8 in 10 readers forced to hide their true self at Christmas, eye-opening PinkNews survey reveals

Two people looking miserable at Christmas

Eight in 10 PinkNews readers say they have to hide who they really are during the festive period, highlighting how difficult the holidays can be for many LGBT+ folk.

To mark the launch of PinkNews’ “All I Want For Christmas Is To Be Myself” campaign, we asked our readers to tell us all about their experiences of the holidays.

More than 7,500 of you responded, with many sharing stories of being forced back into the closet around the dinner table, being deadnamed by relatives, and being prodded and pushed about when they’ll be “settling down”.

An overwhelming 82 per cent said they feel they have to hide who they are, while 10 per cent said they plan to spend the holidays alone this year.

“It’s lonely,” said one woman. “As a queer person in the holidays, you almost have to be around found family unless you’re incredibly lucky.

I am not out yet, so being quiet and holding back has often been hurtful. Constant questions about boyfriends become increasingly hard to handle.”

A massive 68 per cent of readers polled said they find the holidays more stressful because they are LGBT+.

My biggest issue is my bigoted father who up until last year has deadnamed me on any gift tags, he still refuses to use my actual name or pronouns,” said one trans person. 

I wish he would respect my legal name change rather than have a gift come with a healthy dose of dysphoria and despair just because of a name.”

“It was difficult to be around my family too much on holidays because I had to hear a lot of homophobic things from them,” said one 23-year-old, a non-binary lesbian.

“And the rest of the time, I felt like I was on edge trying to prepare myself for the next hateful comment.”

Another reader, a bisexual woman who struggles with being perceived as straight because of her marriage to a man, said: “I find a lot of pressure and expectation to conform to society’s preference to be a straight family with children, which I do not want for my life.”

Adding to the chorus of voices saying Christmas doesn’t have to be a “celebration of heteronormativity”, she added: “The lack of representation for families and partnerships that do not fit the binary makes me feel bothered.”

But it’s not all bad news. Many spoke of how Christmas has become a time for chosen family, and of the joys of being surrounded by people who love them for them, rather than fear of being disowned or erased.

“If it weren’t for the strong LGBTQ+ community being so genuinely, lovely, kind and open […] I don’t think I’d have made it to this point in my life,” one reader said

“I’m genuinely grateful to be a part of it.”

Christmas for LGBT+ people is a time of ‘guilt and shame’, poll finds

The poll comes as PinkNews launches a campaign to call out the issues facing LGBT+ folk at Christmas, while highlighting some of the ways communities are coming together to support each other.

We want to hear the one thing that you would change about Christmas to make it a more inclusive and happier time, using the hashtag #PNMyChristmasWish.

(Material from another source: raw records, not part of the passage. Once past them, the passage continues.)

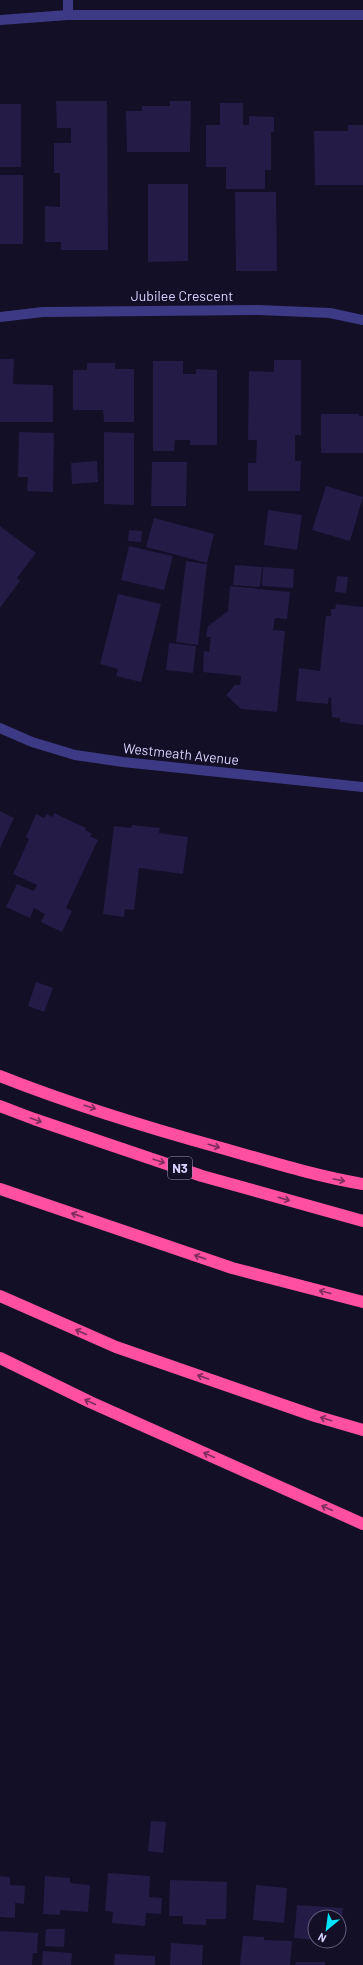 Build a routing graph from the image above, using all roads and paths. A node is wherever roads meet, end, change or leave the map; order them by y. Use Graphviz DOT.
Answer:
graph roads {
  1 [pos="68,0"];
  2 [pos="68,15"];
  3 [pos="363,15"];
  4 [pos="0,20"];
  5 [pos="0,317"];
  6 [pos="363,320"];
  7 [pos="0,728"];
  8 [pos="363,787"];
  9 [pos="0,1076"];
  10 [pos="0,1106"];
  11 [pos="363,1184"];
  12 [pos="0,1189"];
  13 [pos="363,1221"];
  14 [pos="0,1296"];
  15 [pos="363,1302"];
  16 [pos="0,1358"];
  17 [pos="363,1430"];
  18 [pos="363,1524"];
  1 -- 2 [label="street"];
  2 -- 3 [label="street"];
  2 -- 4 [label="street"];
  5 -- 6 [label="street, Jubilee Crescent"];
  7 -- 8 [label="street, Westmeath Avenue"];
  9 -- 11 [label="highway, one-way"];
  10 -- 13 [label="highway, N3, one-way"];
  15 -- 12 [label="highway, one-way"];
  17 -- 14 [label="highway, one-way"];
  18 -- 16 [label="highway, one-way"];
}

With holiday celebrations being cancelled for many last year due to COVID-19, there’s more pressure than ever to have a perfect holiday season,” said PinkNews CEO Benjamin Cohen.

“Sadly for many, LGBT+ people who may have faced rejection or discrimination from their closest relatives, the idea of a cosy celebration can be more associated with fear and anxiety.”

Cohen’s husband and PinkNews COO, Anthony James, added: “The first Christmas that Ben and I spent as a couple was at a time when I still wasn’t fully out of the closet, meaning we had to spend our first Christmas apart.

“What should have been a joyous and special occasion was instead one associated with guilt and a sense of shame.”

Nancy Kelly, CEO of Stonewall, said: All lesbian, gay, bi, trans and queer people should be free to be themselves no matter where they are.

“But across the UK, Christmas and the festive period can still be a difficult time for LGBTQ+ people. It’s great that PinkNews is launching their inaugural festive campaign to remind our community that no matter how the festive season goes, we’ll always be here for each other.”

Indeed, as one reader, a non-binary lesbian, added: “It’s not always a happy time of year for us, so checking in on LGBT+ loved ones and showing some extra love is needed.”

But, they added: “It’s OK if the way we spend this time of year seems unconventional to others, as long as it works for us.”